**Data for this exercise:**
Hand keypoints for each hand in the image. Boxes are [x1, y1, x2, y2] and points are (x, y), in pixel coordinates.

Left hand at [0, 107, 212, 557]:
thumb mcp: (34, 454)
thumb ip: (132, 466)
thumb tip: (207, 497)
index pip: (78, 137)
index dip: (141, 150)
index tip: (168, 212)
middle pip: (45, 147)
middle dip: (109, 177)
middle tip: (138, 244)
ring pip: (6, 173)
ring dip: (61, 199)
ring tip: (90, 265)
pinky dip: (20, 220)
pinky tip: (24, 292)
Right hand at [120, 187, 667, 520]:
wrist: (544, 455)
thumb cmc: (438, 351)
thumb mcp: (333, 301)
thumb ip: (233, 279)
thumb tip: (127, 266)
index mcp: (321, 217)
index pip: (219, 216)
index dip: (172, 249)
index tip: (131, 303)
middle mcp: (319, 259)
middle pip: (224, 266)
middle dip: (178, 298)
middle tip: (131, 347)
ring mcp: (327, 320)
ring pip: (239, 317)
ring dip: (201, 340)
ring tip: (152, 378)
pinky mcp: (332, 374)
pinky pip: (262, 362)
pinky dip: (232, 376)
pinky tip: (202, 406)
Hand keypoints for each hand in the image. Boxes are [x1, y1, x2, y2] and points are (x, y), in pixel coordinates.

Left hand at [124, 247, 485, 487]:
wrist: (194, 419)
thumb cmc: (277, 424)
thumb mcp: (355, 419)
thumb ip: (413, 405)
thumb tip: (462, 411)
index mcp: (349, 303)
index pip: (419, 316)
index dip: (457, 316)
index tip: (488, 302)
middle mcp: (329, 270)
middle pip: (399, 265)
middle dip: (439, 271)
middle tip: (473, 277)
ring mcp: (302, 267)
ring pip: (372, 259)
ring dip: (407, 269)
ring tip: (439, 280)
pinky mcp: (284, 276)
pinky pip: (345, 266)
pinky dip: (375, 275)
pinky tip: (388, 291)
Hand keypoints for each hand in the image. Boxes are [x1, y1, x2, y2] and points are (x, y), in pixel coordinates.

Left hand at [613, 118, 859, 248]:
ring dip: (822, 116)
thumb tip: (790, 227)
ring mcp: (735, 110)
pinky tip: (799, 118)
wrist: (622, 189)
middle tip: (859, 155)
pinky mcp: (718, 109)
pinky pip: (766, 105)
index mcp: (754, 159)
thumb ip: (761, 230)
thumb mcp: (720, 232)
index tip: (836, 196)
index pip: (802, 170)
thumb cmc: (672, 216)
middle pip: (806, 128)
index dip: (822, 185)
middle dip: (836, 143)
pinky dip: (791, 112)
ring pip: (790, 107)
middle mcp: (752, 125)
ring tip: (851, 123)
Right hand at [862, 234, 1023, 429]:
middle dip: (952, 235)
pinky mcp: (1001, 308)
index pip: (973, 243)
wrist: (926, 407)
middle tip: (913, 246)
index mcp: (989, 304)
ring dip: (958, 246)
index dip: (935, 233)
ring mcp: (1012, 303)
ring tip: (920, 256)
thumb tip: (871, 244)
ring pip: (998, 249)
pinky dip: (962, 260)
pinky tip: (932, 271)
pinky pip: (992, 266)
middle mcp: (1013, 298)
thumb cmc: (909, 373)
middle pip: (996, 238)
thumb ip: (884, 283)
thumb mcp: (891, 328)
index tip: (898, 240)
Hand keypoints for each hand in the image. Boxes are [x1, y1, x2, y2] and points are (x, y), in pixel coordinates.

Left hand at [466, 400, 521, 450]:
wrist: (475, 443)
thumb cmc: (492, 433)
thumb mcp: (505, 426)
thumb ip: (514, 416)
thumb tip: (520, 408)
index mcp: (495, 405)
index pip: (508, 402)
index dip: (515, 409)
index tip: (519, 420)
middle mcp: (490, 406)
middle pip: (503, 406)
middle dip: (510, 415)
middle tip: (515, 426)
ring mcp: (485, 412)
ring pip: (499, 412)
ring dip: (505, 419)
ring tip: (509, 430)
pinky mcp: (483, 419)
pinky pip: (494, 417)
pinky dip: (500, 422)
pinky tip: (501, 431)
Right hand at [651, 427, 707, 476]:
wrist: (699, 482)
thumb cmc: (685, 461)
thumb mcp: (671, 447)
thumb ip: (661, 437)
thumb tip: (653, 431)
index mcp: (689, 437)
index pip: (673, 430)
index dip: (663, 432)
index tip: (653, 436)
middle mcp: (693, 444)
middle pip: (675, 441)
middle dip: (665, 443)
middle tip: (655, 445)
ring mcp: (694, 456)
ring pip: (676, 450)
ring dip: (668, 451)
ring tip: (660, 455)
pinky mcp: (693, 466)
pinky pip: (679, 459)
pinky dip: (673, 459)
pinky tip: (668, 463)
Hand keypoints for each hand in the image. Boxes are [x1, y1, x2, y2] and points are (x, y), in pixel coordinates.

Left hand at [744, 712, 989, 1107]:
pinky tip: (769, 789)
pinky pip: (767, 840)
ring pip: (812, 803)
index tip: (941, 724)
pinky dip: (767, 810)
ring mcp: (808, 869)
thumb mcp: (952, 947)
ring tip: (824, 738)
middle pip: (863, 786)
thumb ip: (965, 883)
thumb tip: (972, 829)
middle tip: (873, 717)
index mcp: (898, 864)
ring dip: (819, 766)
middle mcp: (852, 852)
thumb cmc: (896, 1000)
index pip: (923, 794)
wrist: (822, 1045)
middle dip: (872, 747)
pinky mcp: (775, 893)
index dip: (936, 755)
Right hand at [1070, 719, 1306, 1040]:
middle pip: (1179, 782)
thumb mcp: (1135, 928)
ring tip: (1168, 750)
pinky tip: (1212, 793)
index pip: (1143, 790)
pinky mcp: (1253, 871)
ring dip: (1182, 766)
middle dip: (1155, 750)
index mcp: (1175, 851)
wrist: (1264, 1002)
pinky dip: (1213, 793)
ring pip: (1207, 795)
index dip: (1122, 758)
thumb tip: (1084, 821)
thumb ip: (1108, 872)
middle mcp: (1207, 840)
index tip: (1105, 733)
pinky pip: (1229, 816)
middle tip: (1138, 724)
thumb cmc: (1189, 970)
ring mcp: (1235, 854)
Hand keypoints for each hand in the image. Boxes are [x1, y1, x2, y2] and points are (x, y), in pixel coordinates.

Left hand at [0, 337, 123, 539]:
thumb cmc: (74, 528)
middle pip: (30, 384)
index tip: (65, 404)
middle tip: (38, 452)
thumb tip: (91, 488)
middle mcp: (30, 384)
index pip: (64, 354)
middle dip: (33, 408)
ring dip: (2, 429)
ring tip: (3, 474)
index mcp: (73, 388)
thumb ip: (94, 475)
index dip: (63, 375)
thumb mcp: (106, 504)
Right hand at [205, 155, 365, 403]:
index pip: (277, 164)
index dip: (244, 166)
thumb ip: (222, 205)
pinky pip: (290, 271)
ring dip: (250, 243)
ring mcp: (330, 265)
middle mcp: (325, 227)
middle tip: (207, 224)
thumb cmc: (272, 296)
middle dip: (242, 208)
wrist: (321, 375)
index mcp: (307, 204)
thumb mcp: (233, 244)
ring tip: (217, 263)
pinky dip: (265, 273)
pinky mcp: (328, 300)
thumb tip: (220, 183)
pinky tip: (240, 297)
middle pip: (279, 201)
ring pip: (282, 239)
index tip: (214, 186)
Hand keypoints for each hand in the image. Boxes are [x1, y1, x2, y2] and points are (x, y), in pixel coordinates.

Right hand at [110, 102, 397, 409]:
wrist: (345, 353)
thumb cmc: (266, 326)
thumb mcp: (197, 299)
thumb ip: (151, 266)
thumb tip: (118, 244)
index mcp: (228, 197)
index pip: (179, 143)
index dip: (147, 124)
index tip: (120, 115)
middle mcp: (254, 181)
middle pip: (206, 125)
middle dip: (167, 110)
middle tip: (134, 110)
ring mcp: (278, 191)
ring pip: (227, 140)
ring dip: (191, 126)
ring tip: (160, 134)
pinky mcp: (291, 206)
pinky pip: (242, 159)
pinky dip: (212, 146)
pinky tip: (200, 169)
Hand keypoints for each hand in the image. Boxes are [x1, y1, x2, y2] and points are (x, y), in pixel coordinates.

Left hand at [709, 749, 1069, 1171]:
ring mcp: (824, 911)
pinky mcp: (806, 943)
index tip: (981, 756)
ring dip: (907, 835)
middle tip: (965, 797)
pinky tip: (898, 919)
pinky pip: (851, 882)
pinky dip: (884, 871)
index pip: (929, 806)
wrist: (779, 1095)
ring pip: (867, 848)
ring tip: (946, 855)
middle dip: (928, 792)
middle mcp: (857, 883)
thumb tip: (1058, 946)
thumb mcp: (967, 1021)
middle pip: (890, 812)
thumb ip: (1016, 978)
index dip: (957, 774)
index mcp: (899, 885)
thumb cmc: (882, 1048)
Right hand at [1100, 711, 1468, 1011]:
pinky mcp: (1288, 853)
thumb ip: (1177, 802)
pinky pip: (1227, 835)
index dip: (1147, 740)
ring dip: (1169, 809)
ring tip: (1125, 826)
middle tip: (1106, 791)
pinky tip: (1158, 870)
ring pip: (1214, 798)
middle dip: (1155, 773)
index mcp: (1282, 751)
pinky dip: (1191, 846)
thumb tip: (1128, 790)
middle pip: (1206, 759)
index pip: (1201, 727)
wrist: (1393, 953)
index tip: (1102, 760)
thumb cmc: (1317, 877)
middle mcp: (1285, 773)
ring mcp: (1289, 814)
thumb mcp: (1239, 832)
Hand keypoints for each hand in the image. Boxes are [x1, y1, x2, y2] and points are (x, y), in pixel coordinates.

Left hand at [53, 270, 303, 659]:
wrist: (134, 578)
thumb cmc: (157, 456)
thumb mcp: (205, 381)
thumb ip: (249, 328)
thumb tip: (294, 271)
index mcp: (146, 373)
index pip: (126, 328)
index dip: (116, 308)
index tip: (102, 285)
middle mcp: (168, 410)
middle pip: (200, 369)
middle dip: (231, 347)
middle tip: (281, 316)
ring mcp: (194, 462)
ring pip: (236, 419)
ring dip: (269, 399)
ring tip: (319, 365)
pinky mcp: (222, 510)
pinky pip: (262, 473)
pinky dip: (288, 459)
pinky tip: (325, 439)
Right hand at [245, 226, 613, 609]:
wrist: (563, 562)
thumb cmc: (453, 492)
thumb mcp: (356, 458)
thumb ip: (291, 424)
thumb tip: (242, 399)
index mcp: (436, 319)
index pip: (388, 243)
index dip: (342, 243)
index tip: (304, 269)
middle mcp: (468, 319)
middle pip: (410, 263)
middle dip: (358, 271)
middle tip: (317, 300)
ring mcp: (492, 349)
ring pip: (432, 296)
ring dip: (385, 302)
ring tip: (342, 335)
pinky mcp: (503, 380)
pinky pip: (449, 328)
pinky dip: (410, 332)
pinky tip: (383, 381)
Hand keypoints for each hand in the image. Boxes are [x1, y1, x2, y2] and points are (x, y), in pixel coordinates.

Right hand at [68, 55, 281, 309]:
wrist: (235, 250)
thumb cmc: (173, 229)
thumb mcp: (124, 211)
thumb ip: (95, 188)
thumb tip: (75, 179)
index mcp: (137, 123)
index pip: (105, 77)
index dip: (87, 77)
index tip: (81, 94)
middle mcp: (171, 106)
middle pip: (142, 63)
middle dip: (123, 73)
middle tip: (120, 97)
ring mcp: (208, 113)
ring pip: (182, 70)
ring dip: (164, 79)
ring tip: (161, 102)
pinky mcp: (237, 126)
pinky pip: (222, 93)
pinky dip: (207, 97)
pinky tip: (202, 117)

**What to work on:**
Up to and including the line with "middle dip: (952, 235)", print every line of the material above, starting from its first line, exactly.

**Task response:**
Hand keypoints for each hand in the image. Boxes are [x1, y1, x2, y2] and points are (x, y), in pixel coordinates.

Left hand at [0, 107, 212, 557]:
thumb mcp: (34, 454)
thumb ip: (132, 466)
thumb tip: (207, 497)
index pip: (78, 137)
index dip: (141, 150)
index tip: (168, 212)
middle pip: (45, 147)
middle dip: (109, 177)
middle tip: (138, 244)
ring pip: (6, 173)
ring dip: (61, 199)
ring tip: (90, 265)
pinky dip: (20, 220)
pinky tip: (24, 292)
Right hand at [120, 187, 667, 520]:
wrist: (544, 455)
thumb cmc: (438, 351)
thumb mcp: (333, 301)
thumb ip: (233, 279)
thumb tip: (127, 266)
index mcp: (321, 217)
index pip: (219, 216)
index dip: (172, 249)
index tip: (131, 303)
middle mcp: (319, 259)
middle pip: (224, 266)
middle dip: (178, 298)
middle tip: (131, 347)
ring mcp: (327, 320)
ring pip: (239, 317)
ring dip: (201, 340)
ring tip: (152, 378)
pinky mcp: (332, 374)
pinky pip: (262, 362)
pinky dip: (232, 376)
pinky tip: (202, 406)
Hand keypoints for each hand in the image. Boxes are [x1, y1, x2, y2] and points are (x, y), in pixel coordinates.

Left hand at [124, 247, 485, 487]:
wrist: (194, 419)
thumb cmc: (277, 424)
thumb mcp: (355, 419)
thumb ip: (413, 405)
thumb tip: (462, 411)
index mcp: (349, 303)
index pip: (419, 316)
index dip: (457, 316)
index tip: (488, 302)
middle mcp: (329, 270)
middle pip: (399, 265)
middle dip: (439, 271)
middle tip: (473, 277)
ring mcp: (302, 267)
ring pip: (372, 259)
ring dip: (407, 269)
ring tip: (439, 280)
pinky mcp: (284, 276)
pinky pip: (345, 266)
pinky dip: (375, 275)
pinky tip: (388, 291)
Hand keypoints for each hand in the image. Boxes are [x1, y1, x2, y2] and points are (x, y), in pixel coordinates.

Left hand at [613, 118, 859, 248]:
ring dip: (822, 116)
thumb tip: (790, 227)
ring mcp: (735, 110)
pinky tip: (799, 118)
wrist: (622, 189)
middle tip: (859, 155)
pinky mcp: (718, 109)
pinky pip: (766, 105)
index mcp: (754, 159)
thumb ip: (761, 230)
thumb mcp: (720, 232)
index tip: (836, 196)
index pip: (802, 170)
thumb cmc: (672, 216)
middle pip: (806, 128)
index dip: (822, 185)
middle dip: (836, 143)
pinky dip: (791, 112)
ring pip: (790, 107)
middle mcp: (752, 125)
ring tip: (851, 123)
Right hand at [862, 234, 1023, 429]:
middle dip: (952, 235)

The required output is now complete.